Some social platforms can upload local files directly. Others require every image or video to be reachable at a public URL before the post can be created. Instagram is the most common example.

SimplePost supports temporary public storage through S3-compatible providers such as AWS S3, DigitalOcean Spaces, and Cloudflare R2. Cloudflare R2 is a good default because the free tier is generous for most small deployments.

When you need it

You need public media storage when:

  • The Scheduler app accepts browser uploads.
  • A platform requires media URLs instead of direct file upload.
  • The MCP server or API receives uploaded media that platforms must fetch.
  • You want reliable publishing from environments where local files are not reachable by the platform.

You may not need it when:

  • You use the SDK or CLI with platforms that accept direct file upload.
  • You provide already-public media URLs.
  • You use the self-hosted REST server's local /media/:filename route and the server is publicly reachable.

Environment variables

S3_STORAGE_ACCESS_KEY_ID=
S3_STORAGE_SECRET_ACCESS_KEY=
S3_STORAGE_REGION=
S3_STORAGE_BUCKET=
S3_STORAGE_BASE_URL=
S3_STORAGE_ENDPOINT=
VariableMeaning
S3_STORAGE_ACCESS_KEY_IDAccess key for your storage provider.
S3_STORAGE_SECRET_ACCESS_KEYSecret key for your storage provider.
S3_STORAGE_REGIONStorage region. Use auto for Cloudflare R2.
S3_STORAGE_BUCKETBucket name.
S3_STORAGE_BASE_URLPublic base URL where uploaded files are reachable.
S3_STORAGE_ENDPOINTS3-compatible endpoint URL.

Cloudflare R2 outline

  1. Create an R2 bucket.
  2. Create an R2 API token with object read/write permissions for the bucket.
  3. Configure a public custom domain or public bucket URL.
  4. Set the S3_STORAGE_* variables in Scheduler or the SDK runtime.
  5. Upload a small image and verify that the returned URL is publicly reachable without cookies or auth headers.

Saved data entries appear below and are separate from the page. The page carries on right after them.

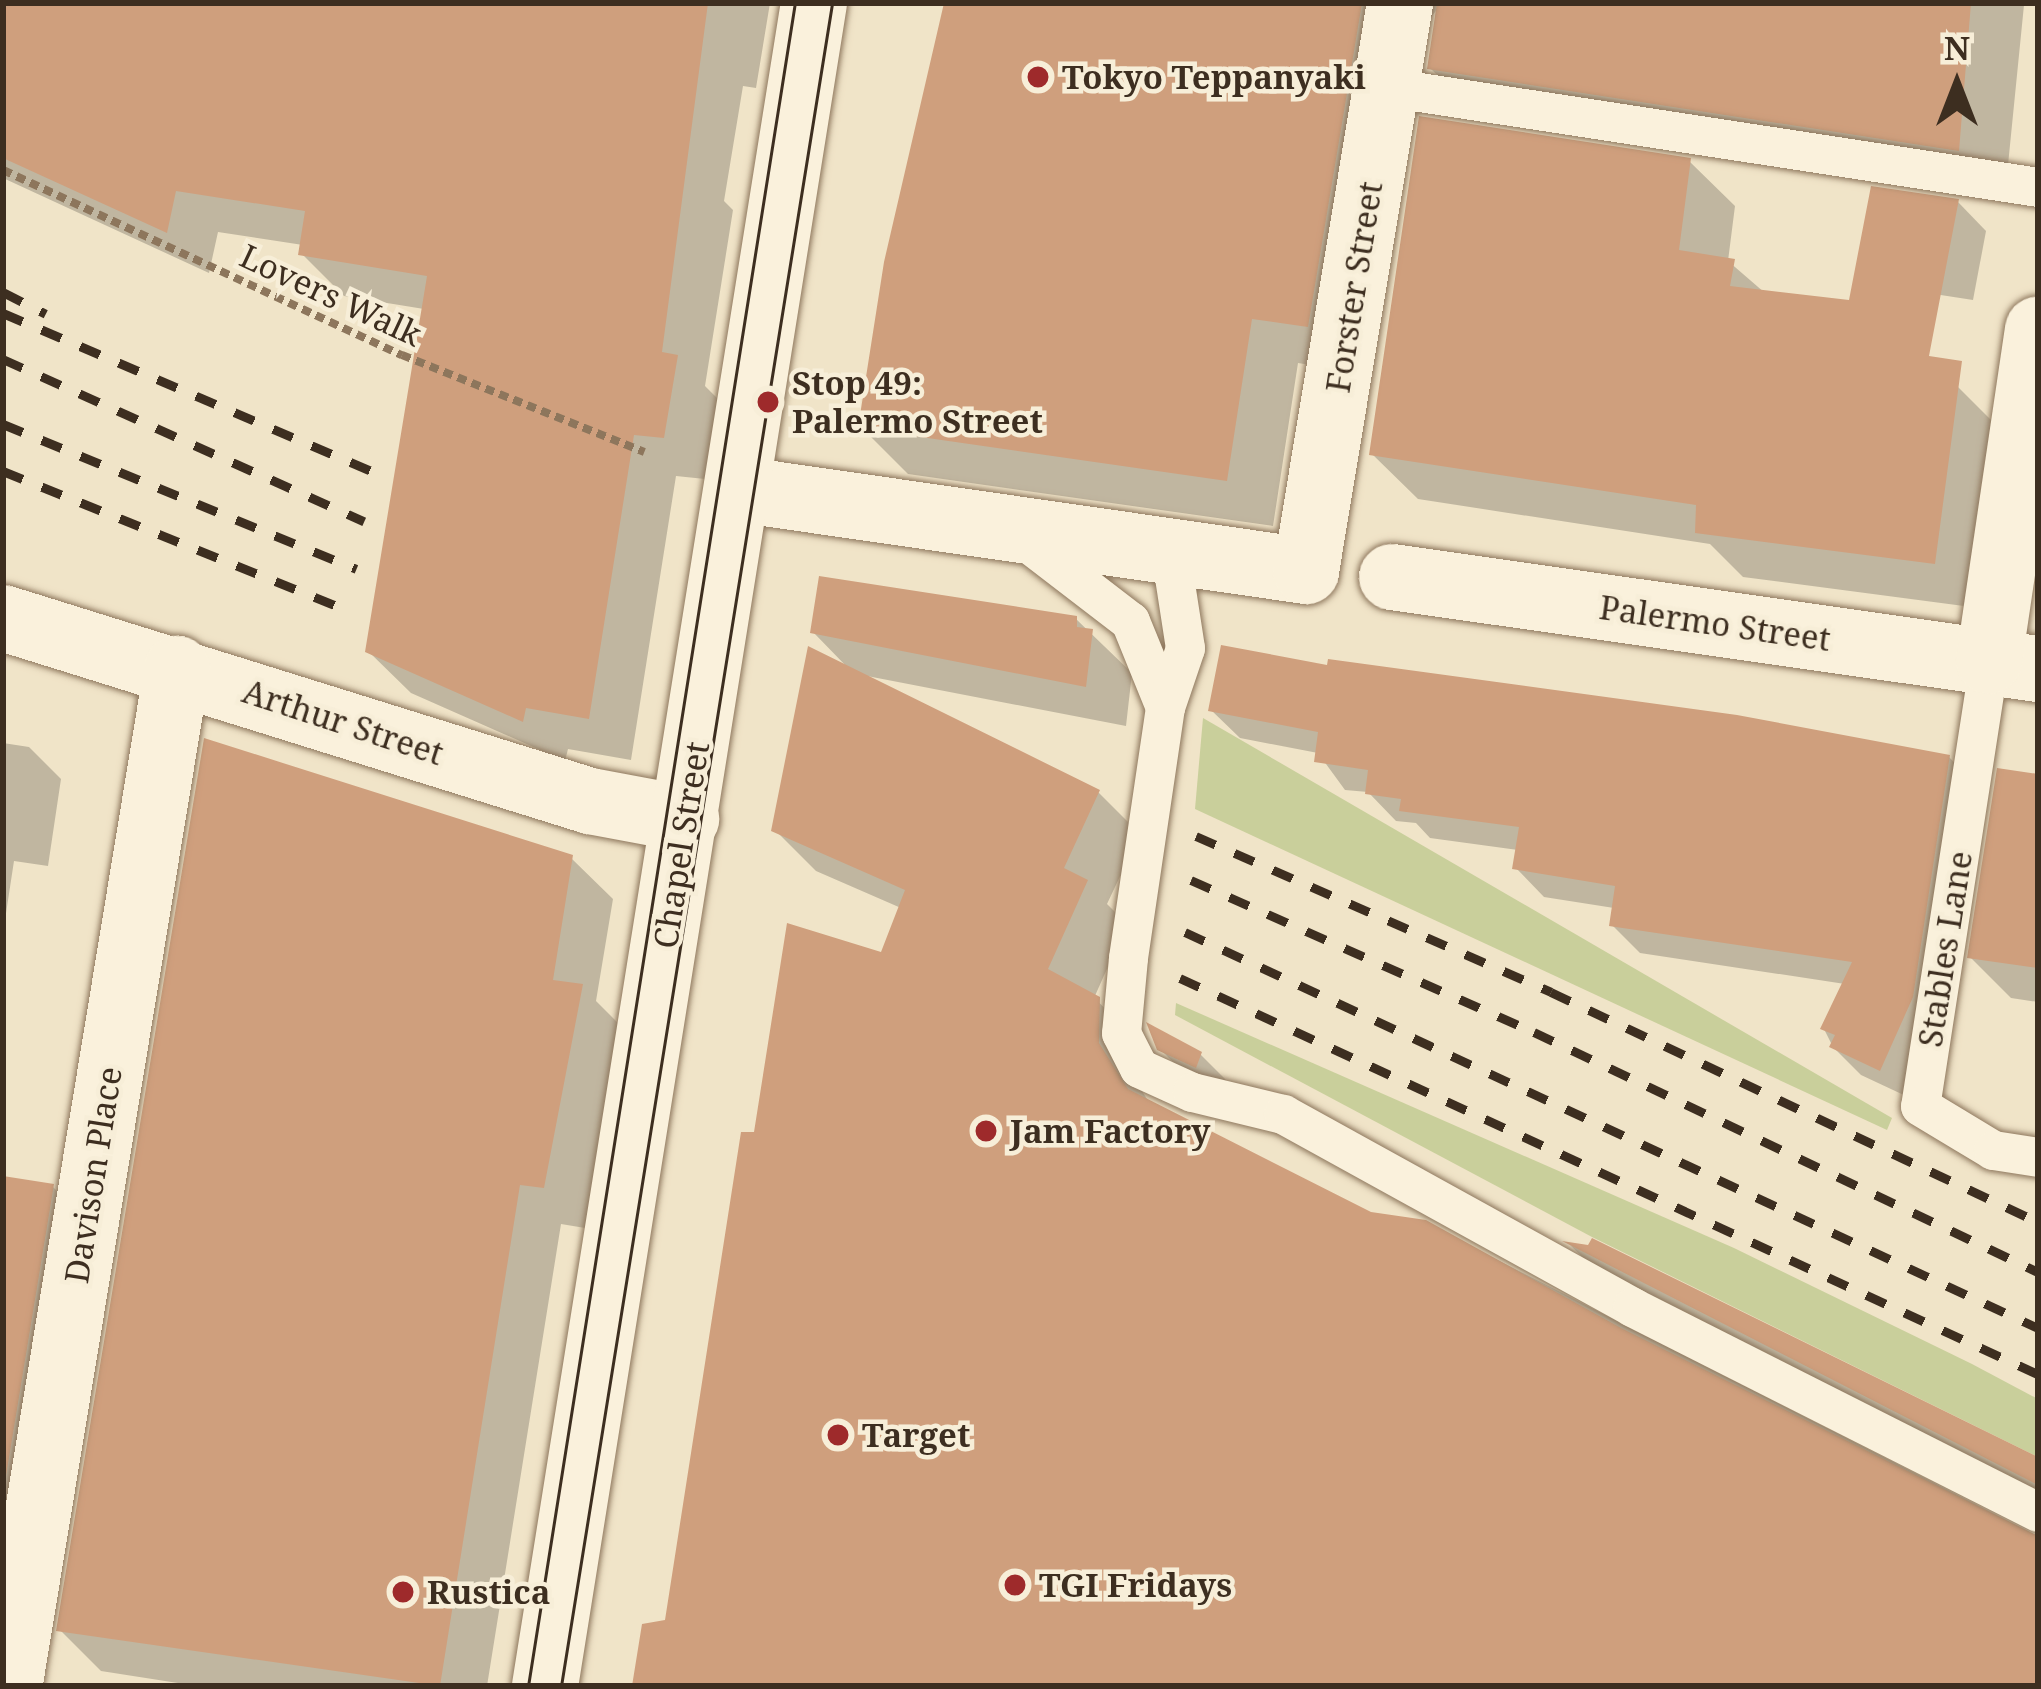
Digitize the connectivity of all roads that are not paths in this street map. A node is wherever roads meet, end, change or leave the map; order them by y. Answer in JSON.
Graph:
{"nodes":[{"id":1,"x":814,"y":3,"type":"edge"},
{"id":2,"x":1400,"y":3,"type":"edge"},
{"id":3,"x":1388,"y":87,"type":"junction"},
{"id":4,"x":2038,"y":188,"type":"edge"},
{"id":5,"x":2038,"y":330,"type":"edge"},
{"id":6,"x":737,"y":489,"type":"junction"},
{"id":7,"x":1009,"y":529,"type":"junction"},
{"id":8,"x":1170,"y":551,"type":"junction"},
{"id":9,"x":1392,"y":577,"type":"dead end"},
{"id":10,"x":3,"y":618,"type":"edge"},
{"id":11,"x":2014,"y":665,"type":"edge"},
{"id":12,"x":177,"y":669,"type":"junction"},
{"id":13,"x":1165,"y":707,"type":"junction"},
{"id":14,"x":686,"y":819,"type":"junction"},
{"id":15,"x":2038,"y":1157,"type":"edge"},
{"id":16,"x":2038,"y":1512,"type":"edge"},
{"id":17,"x":15,"y":1683,"type":"edge"},
{"id":18,"x":545,"y":1686,"type":"edge"}],
"edges":[{"from":1,"to":6,"type":"street","name":"Chapel Street"},
{"from":2,"to":3,"type":"street","name":"Forster Street"},
{"from":3,"to":4,"type":"lane"},
{"from":3,"to":8,"type":"street","name":"Forster Street"},
{"from":5,"to":11,"type":"street"},
{"from":6,"to":7,"type":"street"},
{"from":6,"to":14,"type":"street","name":"Chapel Street"},
{"from":7,"to":8,"type":"street"},
{"from":7,"to":13,"type":"lane"},
{"from":8,"to":13,"type":"lane"},
{"from":9,"to":11,"type":"street","name":"Palermo Street"},
{"from":10,"to":12,"type":"street","name":"Arthur Street"},
{"from":11,"to":15,"type":"lane","name":"Stables Lane"},
{"from":12,"to":14,"type":"street","name":"Arthur Street"},
{"from":12,"to":17,"type":"street","name":"Davison Place"},
{"from":13,"to":16,"type":"lane"},
{"from":14,"to":18,"type":"street","name":"Chapel Street"}]}
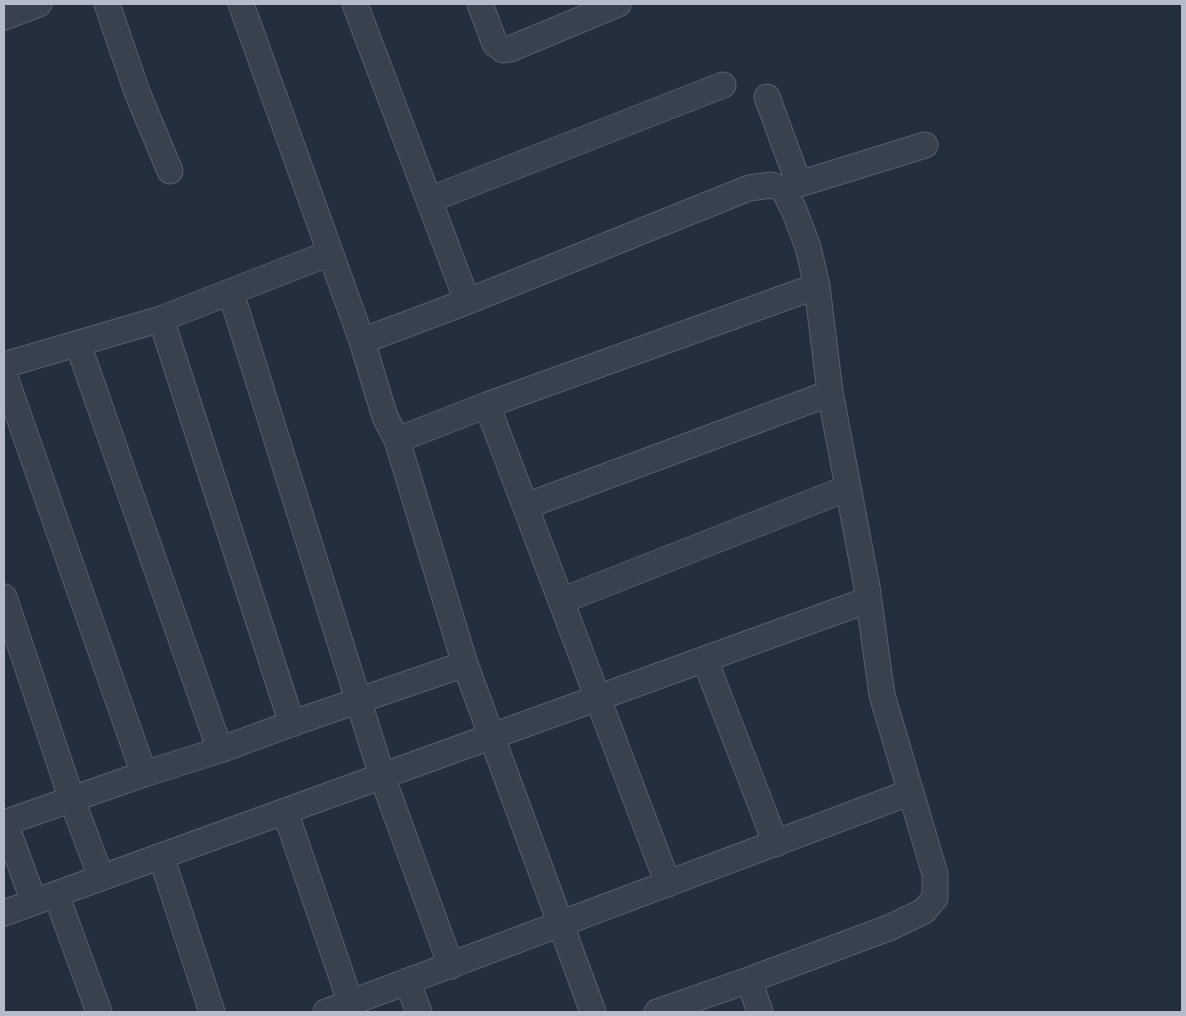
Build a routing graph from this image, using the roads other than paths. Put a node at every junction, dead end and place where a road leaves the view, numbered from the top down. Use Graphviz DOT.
graph roads {
  1 [pos="39,4"];
  2 [pos="107,4"];
  3 [pos="242,4"];
  4 [pos="355,4"];
  5 [pos="480,4"];
  6 [pos="618,4"];
  7 [pos="4,17"];
  8 [pos="723,85"];
  9 [pos="767,97"];
  10 [pos="925,145"];
  11 [pos="170,171"];
  12 [pos="791,187"];
  13 [pos="429,200"];
  14 [pos="330,253"];
  15 [pos="817,286"];
  16 [pos="231,293"];
  17 [pos="466,302"];
  18 [pos="161,319"];
  19 [pos="362,341"];
  20 [pos="78,344"];
  21 [pos="4,365"];
  22 [pos="4,374"];
  23 [pos="830,392"];
  24 [pos="488,405"];
  25 [pos="397,440"];
  26 [pos="848,488"];
  27 [pos="526,506"];
  28 [pos="4,597"];
  29 [pos="868,600"];
  30 [pos="561,601"];
  31 [pos="704,660"];
  32 [pos="466,664"];
  33 [pos="598,698"];
  34 [pos="359,701"];
  35 [pos="292,724"];
  36 [pos="492,737"];
  37 [pos="220,750"];
  38 [pos="144,774"];
  39 [pos="382,776"];
  40 [pos="911,792"];
  41 [pos="72,800"];
  42 [pos="285,811"];
  43 [pos="4,823"];
  44 [pos="776,844"];
  45 [pos="161,856"];
  46 [pos="101,877"];
  47 [pos="668,884"];
  48 [pos="45,898"];
  49 [pos="4,912"];
  50 [pos="561,924"];
  51 [pos="451,966"];
  52 [pos="749,980"];
  53 [pos="407,981"];
  54 [pos="351,1004"];
  55 [pos="99,1012"];
  56 [pos="212,1012"];
  57 [pos="326,1012"];
  58 [pos="419,1012"];
  59 [pos="593,1012"];
  60 [pos="657,1012"];
  61 [pos="760,1012"];
  1 -- 7 [label="street"];
  2 -- 11 [label="street"];
  3 -- 14 [label="street"];
  4 -- 13 [label="street"];
  5 -- 6 [label="street"];
  8 -- 13 [label="street"];
  9 -- 12 [label="street"];
  10 -- 12 [label="street"];
  12 -- 15 [label="street"];
  12 -- 17 [label="street"];
  13 -- 17 [label="street"];
  14 -- 16 [label="street"];
  14 -- 19 [label="street"];
  15 -- 23 [label="street"];
  15 -- 24 [label="street"];
  16 -- 18 [label="street"];
  16 -- 34 [label="street"];
  17 -- 19 [label="street"];
  18 -- 20 [label="street"];
  18 -- 35 [label="street"];
  19 -- 25 [label="street"];
  20 -- 21 [label="street"];
  20 -- 37 [label="street"];
  22 -- 38 [label="street"];
  23 -- 26 [label="street"];
  23 -- 27 [label="street"];
  24 -- 25 [label="street"];
  24 -- 27 [label="street"];
  25 -- 32 [label="street"];
  26 -- 29 [label="street"];
  26 -- 30 [label="street"];
  27 -- 30 [label="street"];
  28 -- 41 [label="street"];
  29 -- 31 [label="street"];
  29 -- 40 [label="street"];
  30 -- 33 [label="street"];
  31 -- 33 [label="street"];
  31 -- 44 [label="street"];
  32 -- 34 [label="street"];
  32 -- 36 [label="street"];
  33 -- 36 [label="street"];
  33 -- 47 [label="street"];
  34 -- 35 [label="street"];
  34 -- 39 [label="street"];
  35 -- 37 [label="street"];
  36 -- 39 [label="street"];
  36 -- 50 [label="street"];
  37 -- 38 [label="street"];
  38 -- 41 [label="street"];
  39 -- 42 [label="street"];
  39 -- 51 [label="street"];
  40 -- 44 [label="street"];
  40 -- 52 [label="street"];
  41 -- 43 [label="street"];
  41 -- 46 [label="street"];
  42 -- 45 [label="street"];
  42 -- 54 [label="street"];
  43 -- 48 [label="street"];
  44 -- 47 [label="street"];
  45 -- 46 [label="street"];
  45 -- 56 [label="street"];
  46 -- 48 [label="street"];
  47 -- 50 [label="street"];
  48 -- 49 [label="street"];
  48 -- 55 [label="street"];
  50 -- 51 [label="street"];
  50 -- 59 [label="street"];
  51 -- 53 [label="street"];
  52 -- 60 [label="street"];
  52 -- 61 [label="street"];
  53 -- 54 [label="street"];
  53 -- 58 [label="street"];
  54 -- 57 [label="street"];
}
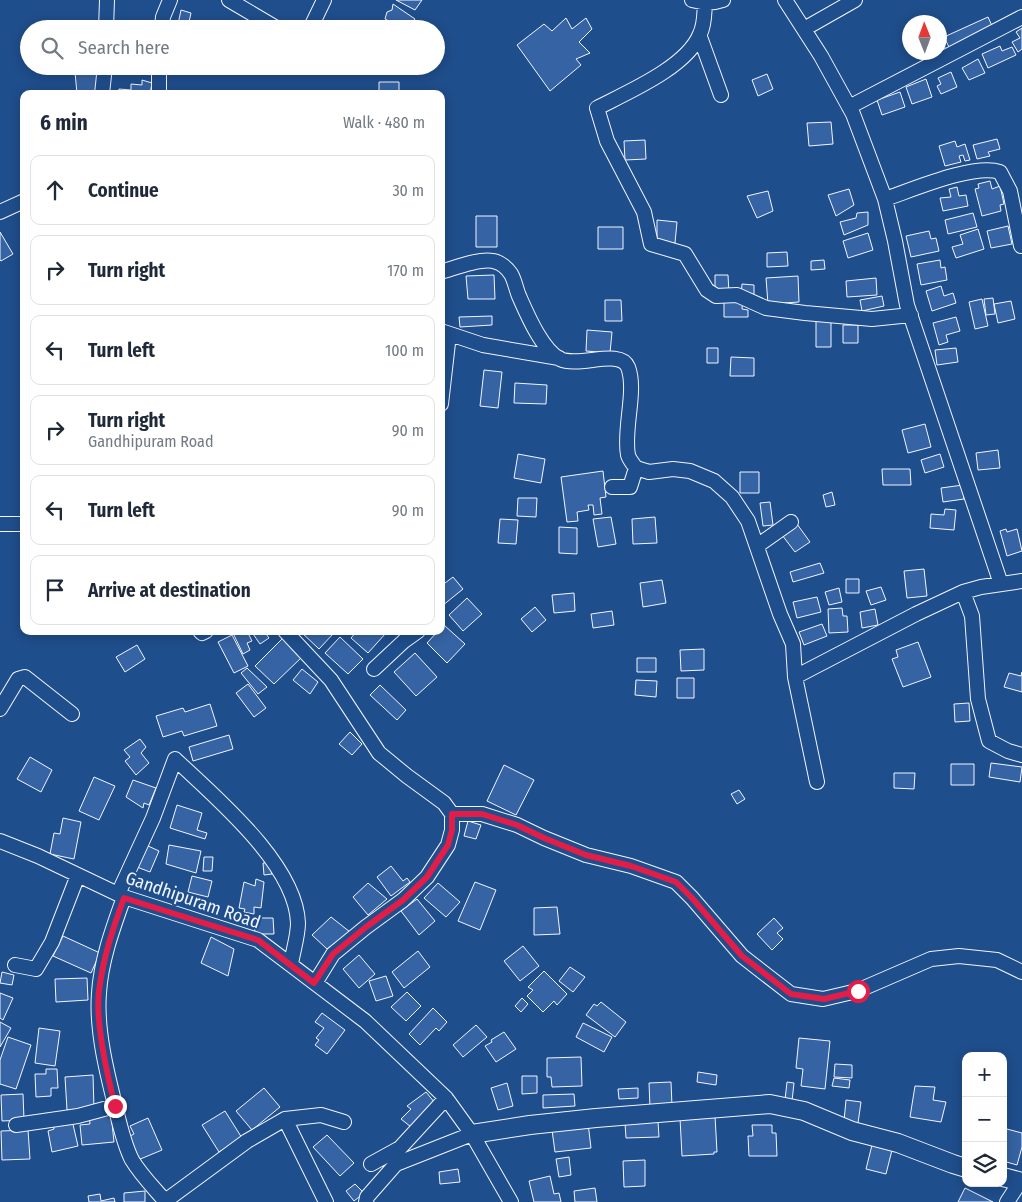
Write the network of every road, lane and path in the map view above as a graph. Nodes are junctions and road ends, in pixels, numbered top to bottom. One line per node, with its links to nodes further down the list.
1 (107, 0): 10 (street)
2 (170, 0): 11 (street)
3 (229, 0): 12 (street)
4 (324, 0): 13 (street)
5 (723, 0): 8 (street)
6 (785, 0): 14 (street)
7 (855, 0): 14 (street)
8 (699, 2): 15 (street)
9 (1022, 17): 21 (street)
10 (106, 20)
11 (163, 20)
12 (263, 20)
13 (314, 20)
14 (804, 29): 21 (street)
15 (700, 37): 20 (street); 28 (street)
16 (104, 75): 18 (street)
17 (159, 75): 19 (street)
18 (102, 90)
19 (159, 90)
20 (721, 95)
21 (849, 107): 23 (street)
22 (1016, 190): 23 (street); 26 (street)
23 (885, 200): 28 (street)
24 (20, 203): 25 (street)
25 (0, 212)
26 (1021, 246)
27 (445, 271): 30 (street)
28 (911, 315): 38 (street)
29 (445, 332): 30 (street)
30 (560, 359): 31 (street)
31 (636, 468): 32 (street); 36 (street)
32 (612, 487)
33 (791, 522): 36 (street)
34 (0, 524): 35 (street)
35 (20, 524)
36 (757, 546): 43 (street)
37 (1022, 581): 38 (street)
38 (1001, 584): 39 (street)
39 (963, 592): 43 (street); 46 (street)
40 (289, 635): 48 (street)
41 (399, 636): 42 (street)
42 (374, 669)
43 (796, 677): 47 (street)
44 (0, 709): 45 (street)
45 (72, 714)
46 (1022, 755)
47 (817, 782)
48 (452, 814): 54 (street); 55 (street)
49 (0, 841): 50 (street, Gandhipuram Road)
50 (78, 875): 51 (street, Gandhipuram Road); 53 (street)
51 (121, 896): 52 (street, Gandhipuram Road); 52 (street); 57 (street)
52 (290, 964): 55 (street, Gandhipuram Road)
53 (15, 965)
54 (1022, 972)
55 (314, 983): 56 (street, Gandhipuram Road)
56 (446, 1098): 61 (street, Gandhipuram Road); 62 (street)
57 (115, 1106): 60 (street); 65 (street)
58 (285, 1118): 59 (street); 65 (street); 66 (street)
59 (344, 1122)
60 (16, 1125)
61 (472, 1134): 63 (street); 67 (street); 68 (street, Gandhipuram Road)
62 (371, 1164)
63 (962, 1167)
64 (1015, 1180): 69 (street)
65 (165, 1202)
66 (326, 1202)
67 (366, 1202)
68 (511, 1202)
69 (1007, 1202)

Platforms fetch media server-side, so a URL that only works in your browser session is not enough.

Self-hosted REST server media

The self-hosted REST server stores uploads on local disk and serves them from:

/media/:filename

Set SIMPLE_POST_PUBLIC_URL to the public server origin so returned media URLs are usable by social platforms:

SIMPLE_POST_PUBLIC_URL=https://posts.example.com

If the server is behind a firewall or only reachable on localhost, uploaded media will not work for platforms that need public URLs.